§ TASK GOAL
Give only the number of lines in these records that include "Scarpelli".

[DATA FOR REVIEW]

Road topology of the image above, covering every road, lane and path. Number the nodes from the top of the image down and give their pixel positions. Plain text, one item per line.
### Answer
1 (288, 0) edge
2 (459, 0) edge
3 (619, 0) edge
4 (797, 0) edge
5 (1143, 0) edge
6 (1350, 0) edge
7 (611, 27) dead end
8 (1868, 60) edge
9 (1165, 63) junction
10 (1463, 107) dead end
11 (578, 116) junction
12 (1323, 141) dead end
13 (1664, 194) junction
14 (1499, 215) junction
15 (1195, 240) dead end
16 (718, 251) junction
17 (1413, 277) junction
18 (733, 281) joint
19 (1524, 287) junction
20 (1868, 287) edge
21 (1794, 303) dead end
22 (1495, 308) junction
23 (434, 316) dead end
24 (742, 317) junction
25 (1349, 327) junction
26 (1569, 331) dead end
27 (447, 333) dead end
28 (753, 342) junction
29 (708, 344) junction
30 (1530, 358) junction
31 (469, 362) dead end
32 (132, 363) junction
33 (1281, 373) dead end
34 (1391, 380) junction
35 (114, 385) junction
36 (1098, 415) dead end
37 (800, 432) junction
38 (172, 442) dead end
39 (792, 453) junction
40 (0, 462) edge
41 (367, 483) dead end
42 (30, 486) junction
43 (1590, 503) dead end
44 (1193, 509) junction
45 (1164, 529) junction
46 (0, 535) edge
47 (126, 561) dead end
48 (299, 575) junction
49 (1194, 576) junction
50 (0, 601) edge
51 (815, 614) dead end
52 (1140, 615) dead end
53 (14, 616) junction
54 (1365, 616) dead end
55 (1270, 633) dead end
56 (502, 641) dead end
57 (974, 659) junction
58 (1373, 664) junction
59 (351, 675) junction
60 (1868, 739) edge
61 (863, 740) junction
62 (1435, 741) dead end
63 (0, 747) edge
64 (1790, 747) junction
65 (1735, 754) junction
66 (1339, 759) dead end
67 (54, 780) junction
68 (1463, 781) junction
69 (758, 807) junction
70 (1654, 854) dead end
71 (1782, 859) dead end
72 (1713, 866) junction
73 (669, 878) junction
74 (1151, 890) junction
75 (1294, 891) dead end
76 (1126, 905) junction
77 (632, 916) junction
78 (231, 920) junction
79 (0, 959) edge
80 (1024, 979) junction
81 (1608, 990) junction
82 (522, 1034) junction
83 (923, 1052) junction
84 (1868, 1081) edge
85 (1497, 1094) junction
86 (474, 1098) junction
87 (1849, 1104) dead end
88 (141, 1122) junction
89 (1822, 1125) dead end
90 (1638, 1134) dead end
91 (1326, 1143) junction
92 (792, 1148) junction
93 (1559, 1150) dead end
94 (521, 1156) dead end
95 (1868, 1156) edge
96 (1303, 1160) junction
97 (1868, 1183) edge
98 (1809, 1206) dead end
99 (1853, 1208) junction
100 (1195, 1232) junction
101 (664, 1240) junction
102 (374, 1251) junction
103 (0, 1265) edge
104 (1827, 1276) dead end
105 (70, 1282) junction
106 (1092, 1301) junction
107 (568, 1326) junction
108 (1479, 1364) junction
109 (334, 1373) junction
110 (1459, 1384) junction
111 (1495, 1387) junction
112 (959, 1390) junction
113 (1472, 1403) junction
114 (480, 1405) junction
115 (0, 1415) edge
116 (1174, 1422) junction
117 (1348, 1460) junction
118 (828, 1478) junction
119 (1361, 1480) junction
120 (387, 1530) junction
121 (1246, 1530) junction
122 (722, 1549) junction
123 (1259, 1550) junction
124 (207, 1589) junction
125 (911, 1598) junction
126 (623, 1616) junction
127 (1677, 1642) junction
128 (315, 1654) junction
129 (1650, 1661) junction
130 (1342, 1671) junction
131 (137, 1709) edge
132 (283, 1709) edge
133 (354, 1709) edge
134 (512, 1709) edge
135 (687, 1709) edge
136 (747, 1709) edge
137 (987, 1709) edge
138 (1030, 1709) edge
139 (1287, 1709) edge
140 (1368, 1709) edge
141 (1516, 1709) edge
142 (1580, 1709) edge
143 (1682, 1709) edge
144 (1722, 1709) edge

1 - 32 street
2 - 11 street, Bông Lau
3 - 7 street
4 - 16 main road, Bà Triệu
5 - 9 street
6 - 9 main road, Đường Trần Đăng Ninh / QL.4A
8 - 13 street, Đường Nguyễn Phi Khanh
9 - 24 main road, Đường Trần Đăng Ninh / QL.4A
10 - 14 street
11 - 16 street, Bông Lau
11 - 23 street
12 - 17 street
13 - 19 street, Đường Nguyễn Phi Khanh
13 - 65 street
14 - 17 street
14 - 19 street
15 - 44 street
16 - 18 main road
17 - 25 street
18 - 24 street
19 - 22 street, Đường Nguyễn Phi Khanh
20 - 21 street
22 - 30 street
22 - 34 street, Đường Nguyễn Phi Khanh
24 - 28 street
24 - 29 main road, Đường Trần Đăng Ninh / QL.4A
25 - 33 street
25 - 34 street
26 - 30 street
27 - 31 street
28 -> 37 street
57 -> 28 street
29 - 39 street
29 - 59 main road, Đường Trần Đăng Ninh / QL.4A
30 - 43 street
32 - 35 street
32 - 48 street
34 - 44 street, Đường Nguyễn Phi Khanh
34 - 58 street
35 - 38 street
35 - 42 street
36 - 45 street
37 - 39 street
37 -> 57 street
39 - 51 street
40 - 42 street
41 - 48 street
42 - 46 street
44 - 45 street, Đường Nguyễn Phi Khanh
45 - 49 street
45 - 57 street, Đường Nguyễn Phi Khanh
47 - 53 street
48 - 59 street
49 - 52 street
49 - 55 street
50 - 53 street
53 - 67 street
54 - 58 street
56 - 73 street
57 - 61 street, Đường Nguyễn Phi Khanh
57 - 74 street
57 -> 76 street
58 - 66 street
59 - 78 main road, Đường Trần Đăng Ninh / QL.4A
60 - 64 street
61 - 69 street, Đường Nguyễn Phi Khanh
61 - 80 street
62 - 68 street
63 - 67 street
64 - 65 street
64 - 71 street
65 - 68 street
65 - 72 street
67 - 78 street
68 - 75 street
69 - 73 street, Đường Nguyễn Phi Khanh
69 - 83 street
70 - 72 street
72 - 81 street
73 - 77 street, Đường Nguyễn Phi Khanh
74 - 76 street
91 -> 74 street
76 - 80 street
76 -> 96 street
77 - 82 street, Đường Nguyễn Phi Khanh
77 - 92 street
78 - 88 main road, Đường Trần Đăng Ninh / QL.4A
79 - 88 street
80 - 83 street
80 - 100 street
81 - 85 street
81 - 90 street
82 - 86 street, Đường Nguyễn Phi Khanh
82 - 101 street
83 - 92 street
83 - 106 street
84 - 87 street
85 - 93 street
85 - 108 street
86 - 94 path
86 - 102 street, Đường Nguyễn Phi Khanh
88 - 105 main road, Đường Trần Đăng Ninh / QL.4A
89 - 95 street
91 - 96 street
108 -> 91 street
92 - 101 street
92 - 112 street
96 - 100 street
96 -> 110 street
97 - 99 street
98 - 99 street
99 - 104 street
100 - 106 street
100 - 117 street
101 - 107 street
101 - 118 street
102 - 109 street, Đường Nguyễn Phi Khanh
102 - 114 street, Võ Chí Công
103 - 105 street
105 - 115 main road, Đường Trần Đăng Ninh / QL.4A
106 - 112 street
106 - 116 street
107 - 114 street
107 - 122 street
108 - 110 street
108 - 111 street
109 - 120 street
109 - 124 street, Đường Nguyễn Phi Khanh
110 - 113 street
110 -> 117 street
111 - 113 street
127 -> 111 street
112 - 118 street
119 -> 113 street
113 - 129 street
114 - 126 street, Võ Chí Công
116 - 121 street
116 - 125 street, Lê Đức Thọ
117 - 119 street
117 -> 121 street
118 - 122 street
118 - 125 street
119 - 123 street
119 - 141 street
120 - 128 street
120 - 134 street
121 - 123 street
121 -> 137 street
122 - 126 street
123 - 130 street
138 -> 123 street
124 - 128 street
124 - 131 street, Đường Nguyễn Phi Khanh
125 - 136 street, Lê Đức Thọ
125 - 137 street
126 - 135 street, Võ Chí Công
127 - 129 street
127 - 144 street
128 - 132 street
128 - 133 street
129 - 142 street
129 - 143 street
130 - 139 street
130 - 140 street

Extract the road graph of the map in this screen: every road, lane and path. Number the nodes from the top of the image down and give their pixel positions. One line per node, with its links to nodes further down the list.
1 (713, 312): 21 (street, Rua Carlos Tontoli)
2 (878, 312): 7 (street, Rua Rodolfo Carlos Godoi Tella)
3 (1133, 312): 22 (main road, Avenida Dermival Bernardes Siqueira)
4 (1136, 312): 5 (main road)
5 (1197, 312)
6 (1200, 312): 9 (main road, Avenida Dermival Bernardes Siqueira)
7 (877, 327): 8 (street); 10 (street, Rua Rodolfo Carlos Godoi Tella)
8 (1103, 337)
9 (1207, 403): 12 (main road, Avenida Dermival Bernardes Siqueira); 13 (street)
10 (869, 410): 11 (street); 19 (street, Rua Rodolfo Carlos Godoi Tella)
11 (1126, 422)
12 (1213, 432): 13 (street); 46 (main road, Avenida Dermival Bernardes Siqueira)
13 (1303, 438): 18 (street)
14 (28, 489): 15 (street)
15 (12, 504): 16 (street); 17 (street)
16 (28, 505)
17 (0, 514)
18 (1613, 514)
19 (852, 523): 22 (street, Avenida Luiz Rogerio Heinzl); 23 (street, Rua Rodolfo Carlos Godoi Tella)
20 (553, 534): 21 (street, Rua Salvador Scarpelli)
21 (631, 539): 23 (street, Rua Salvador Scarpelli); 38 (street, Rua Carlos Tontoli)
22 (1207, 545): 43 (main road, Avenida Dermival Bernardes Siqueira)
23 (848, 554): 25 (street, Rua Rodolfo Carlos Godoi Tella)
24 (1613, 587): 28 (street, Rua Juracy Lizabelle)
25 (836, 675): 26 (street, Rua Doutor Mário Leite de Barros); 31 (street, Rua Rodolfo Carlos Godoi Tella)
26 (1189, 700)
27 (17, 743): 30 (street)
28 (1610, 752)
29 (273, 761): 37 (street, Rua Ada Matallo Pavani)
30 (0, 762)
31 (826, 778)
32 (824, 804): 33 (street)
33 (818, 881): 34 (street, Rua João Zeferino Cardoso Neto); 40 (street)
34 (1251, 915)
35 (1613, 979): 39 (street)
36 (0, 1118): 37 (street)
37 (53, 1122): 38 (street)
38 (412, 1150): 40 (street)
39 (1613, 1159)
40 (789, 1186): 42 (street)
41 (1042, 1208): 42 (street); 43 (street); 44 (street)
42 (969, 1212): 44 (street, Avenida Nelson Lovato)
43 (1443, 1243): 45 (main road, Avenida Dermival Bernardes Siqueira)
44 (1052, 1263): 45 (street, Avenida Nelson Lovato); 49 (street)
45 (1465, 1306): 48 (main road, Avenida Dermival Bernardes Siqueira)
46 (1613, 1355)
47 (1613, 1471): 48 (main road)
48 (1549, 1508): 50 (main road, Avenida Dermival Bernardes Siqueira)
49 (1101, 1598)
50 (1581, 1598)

[/DATA FOR REVIEW]

§ WRITTEN SOLUTION
2